Antibiotic Resistance (AMR) poses a serious threat to public health. Brazilian National Health System (SUS) estimates that about 19,000 Brazilians dies of infections due to AMRs every year. The World Health Organization (WHO) has issued a worldwide warning on this threat and suggested the development of new antibiotics to combat these microorganisms. One approach to this problem is through structural studies of the enzymatic complexes Polyketide Synthases, the PKS. Those enzymes synthesize several natural products including antibiotics as penicillin and erythromycin. The PKS complex of the bacterium Saccharopolyspora erythraea, known as DEBS, is one of the most studied from the view of molecular and structural biology. It is responsible of the synthesis of macrolide núcleos of the antibiotic erythromycin. Although very previosly studied, little is known in relation to the modular structures and protein:protein interactions of the PKS's.
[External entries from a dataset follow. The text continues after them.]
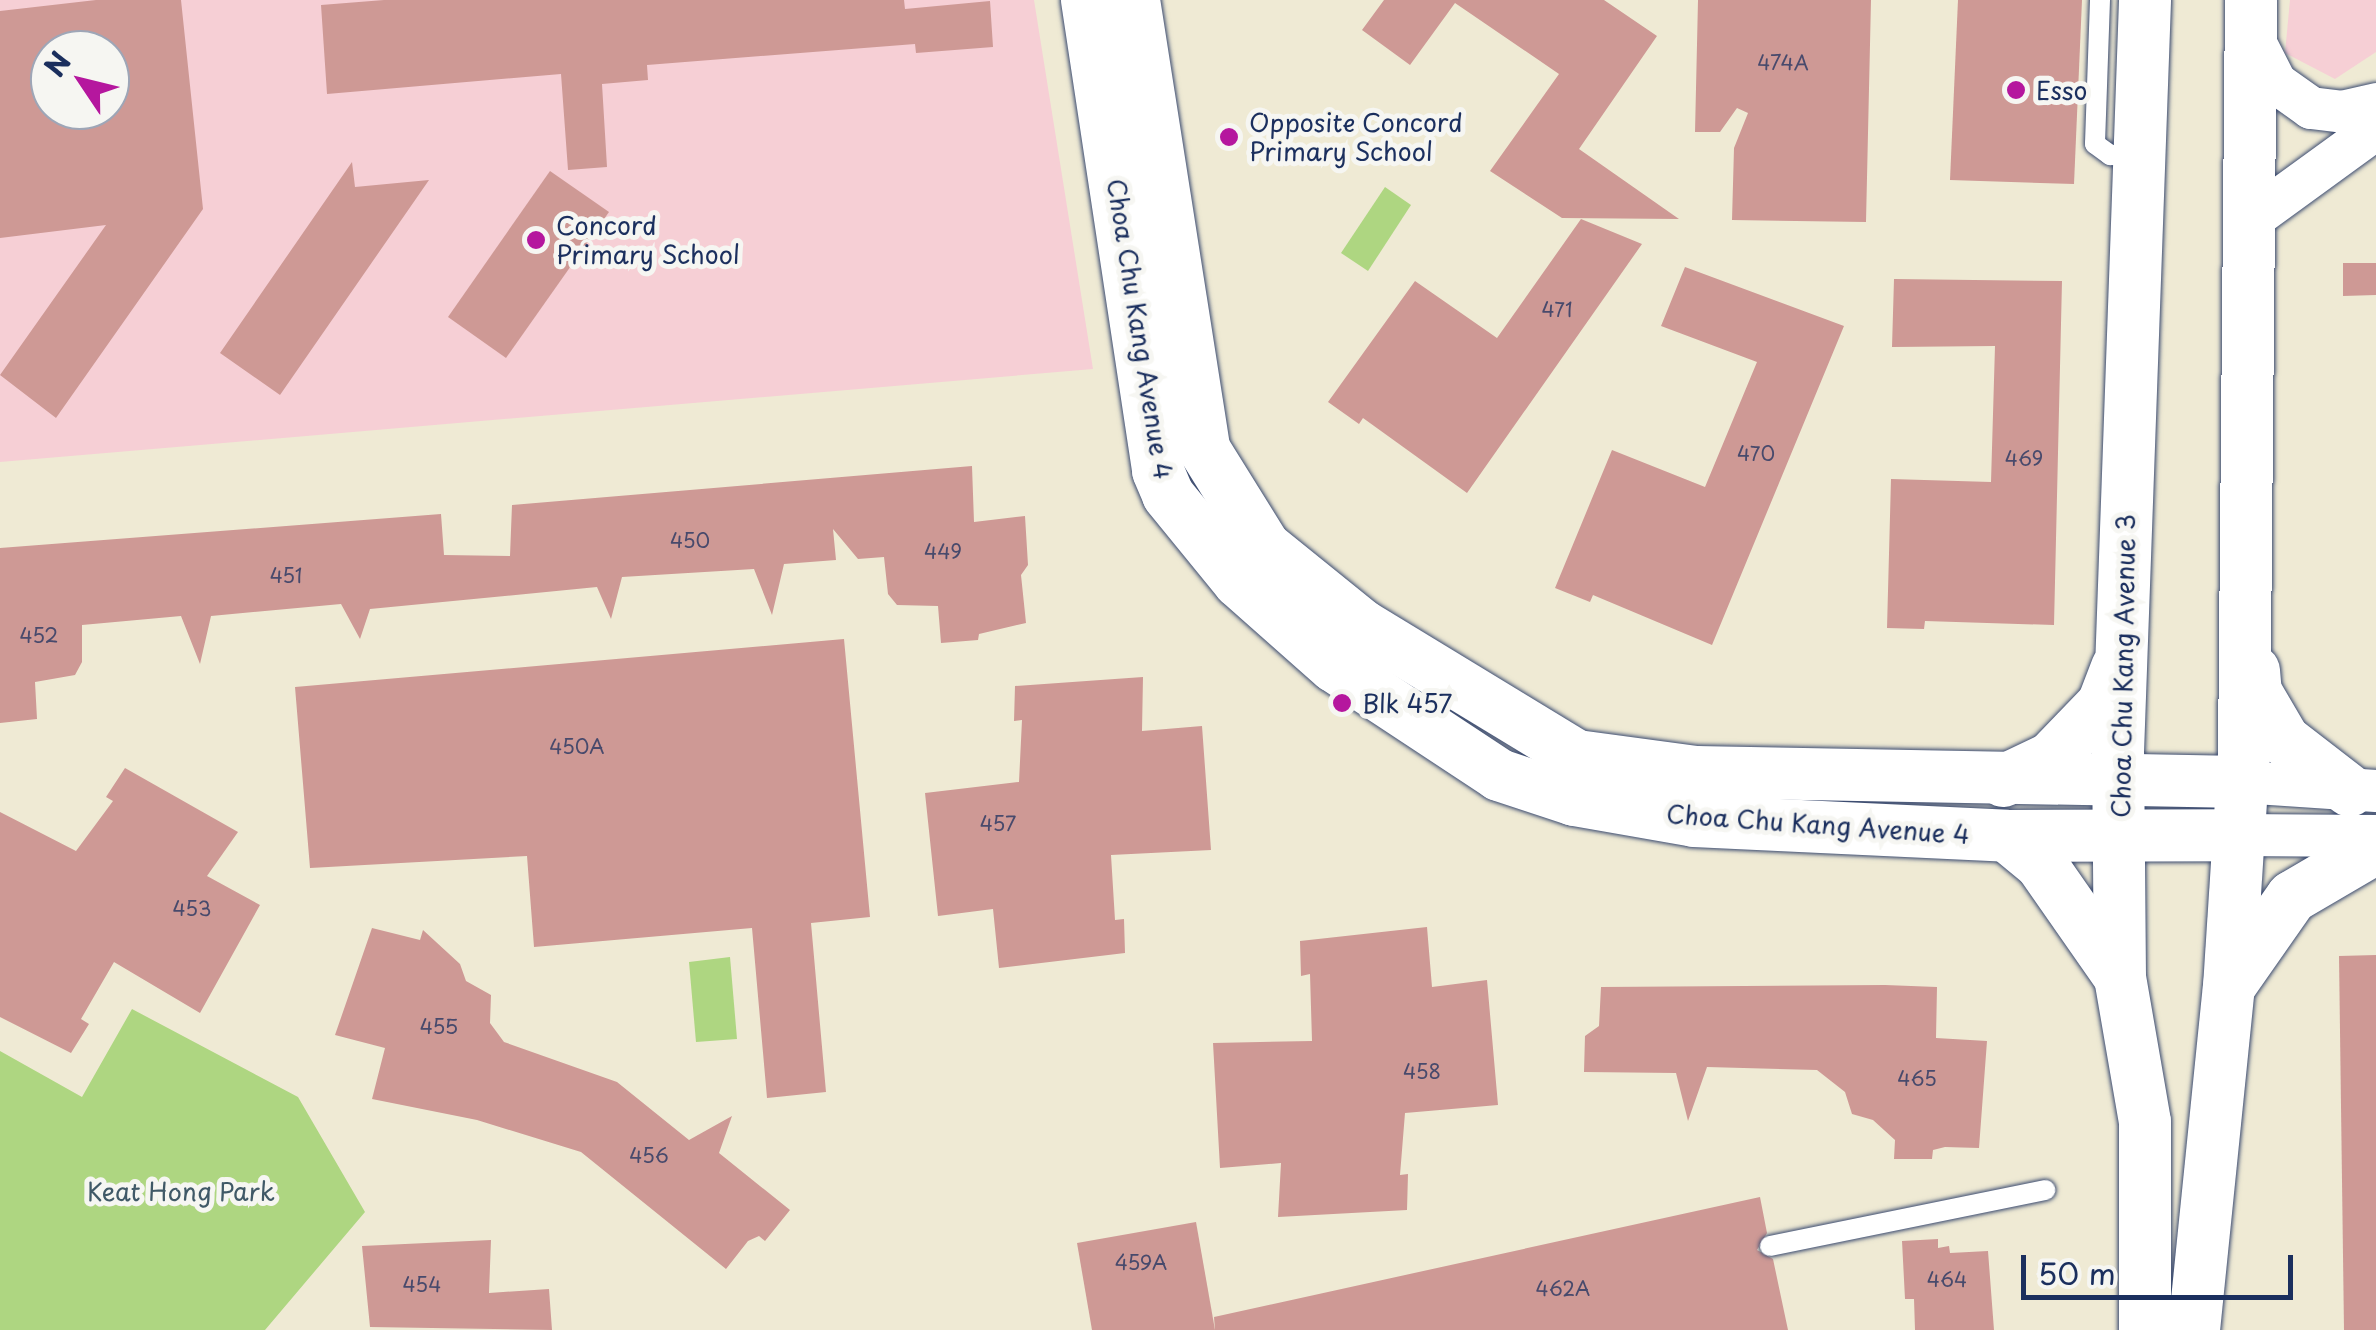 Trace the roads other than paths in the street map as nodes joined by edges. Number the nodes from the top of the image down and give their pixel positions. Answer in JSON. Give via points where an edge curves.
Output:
{"nodes":[{"id":1,"x":1087,"y":0,"type":"edge"},
{"id":2,"x":1134,"y":0,"type":"edge"},
{"id":3,"x":2100,"y":0,"type":"edge"},
{"id":4,"x":2145,"y":0,"type":"edge"},
{"id":5,"x":2251,"y":17,"type":"edge"},
{"id":6,"x":2376,"y":104,"type":"edge"},
{"id":7,"x":2376,"y":129,"type":"edge"},
{"id":8,"x":2137,"y":156,"type":"junction"},
{"id":9,"x":2248,"y":222,"type":"junction"},
{"id":10,"x":2246,"y":615,"type":"junction"},
{"id":11,"x":2118,"y":664,"type":"junction"},
{"id":12,"x":2002,"y":782,"type":"junction"},
{"id":13,"x":2242,"y":782,"type":"junction"},
{"id":14,"x":2120,"y":783,"type":"junction"},
{"id":15,"x":2363,"y":791,"type":"edge"},
{"id":16,"x":2121,"y":835,"type":"junction"},
{"id":17,"x":2237,"y":835,"type":"junction"},
{"id":18,"x":2007,"y":836,"type":"junction"},
{"id":19,"x":2376,"y":836,"type":"edge"},
{"id":20,"x":2376,"y":848,"type":"edge"},
{"id":21,"x":2120,"y":977,"type":"junction"},
{"id":22,"x":2229,"y":987,"type":"junction"},
{"id":23,"x":2044,"y":1190,"type":"dead end"},
{"id":24,"x":1770,"y":1246,"type":"dead end"},
{"id":25,"x":2145,"y":1330,"type":"edge"},
{"id":26,"x":2194,"y":1330,"type":"edge"}],
"edges":[{"from":1,"to":18,"type":"street","name":"Choa Chu Kang Avenue 4","via":[[1158,471],[1168,495],[1239,582],[1367,688],[1499,775],[1555,794],[1694,821]]},
{"from":2,"to":12,"type":"street","name":"Choa Chu Kang Avenue 4","via":[[1204,449],[1265,547],[1377,636],[1578,756],[1696,772]]},
{"from":3,"to":8,"type":"lane","via":[[2095,144],[2110,155]]},
{"from":4,"to":8,"type":"street","name":"Choa Chu Kang Avenue 3"},
{"from":5,"to":6,"type":"street","via":[[2276,83],[2311,108],[2342,112]]},
{"from":5,"to":9,"type":"street"},
{"from":7,"to":9,"type":"street"},
{"from":8,"to":11,"type":"street","name":"Choa Chu Kang Avenue 3"},
{"from":9,"to":10,"type":"street"},
{"from":10,"to":13,"type":"street"},
{"from":10,"to":15,"type":"street","via":[[2256,692],[2284,740]]},
{"from":11,"to":12,"type":"street","via":[[2103,704],[2051,758]]},
{"from":11,"to":14,"type":"street","name":"Choa Chu Kang Avenue 3"},
{"from":12,"to":14,"type":"street","name":"Choa Chu Kang Avenue 4"},
{"from":13,"to":14,"type":"street","name":"Choa Chu Kang Avenue 4"},
{"from":13,"to":15,"type":"street"},
{"from":13,"to":17,"type":"street"},
{"from":14,"to":16,"type":"street","name":"Choa Chu Kang Avenue 3"},
{"from":16,"to":17,"type":"street","name":"Choa Chu Kang Avenue 4"},
{"from":16,"to":18,"type":"street","name":"Choa Chu Kang Avenue 4"},
{"from":16,"to":21,"type":"street","name":"Choa Chu Kang Avenue 3"},
{"from":17,"to":19,"type":"street"},
{"from":17,"to":22,"type":"street"},
{"from":18,"to":21,"type":"street","via":[[2041,864]]},
{"from":20,"to":22,"type":"street","via":[[2292,897]]},
{"from":21,"to":25,"type":"street","name":"Choa Chu Kang Avenue 3","via":[[2145,1122]]},
{"from":22,"to":26,"type":"street"},
{"from":23,"to":24,"type":"lane"}]}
To its better understanding, this project aims to characterize those enzyme complex through the use of biophysical techniques such as X-ray and SAXS crystallography; mass spectrometry such as cross-linking and hydrogen exchange by deuterium and the three-dimensional structures and interfaces of the DEBS polyketide synthase complex. The unsderstanding of DEBS modules allows future advances in the structure, function and catalysis studies of this complex for the targeted synthesis of new molecules with biological activity.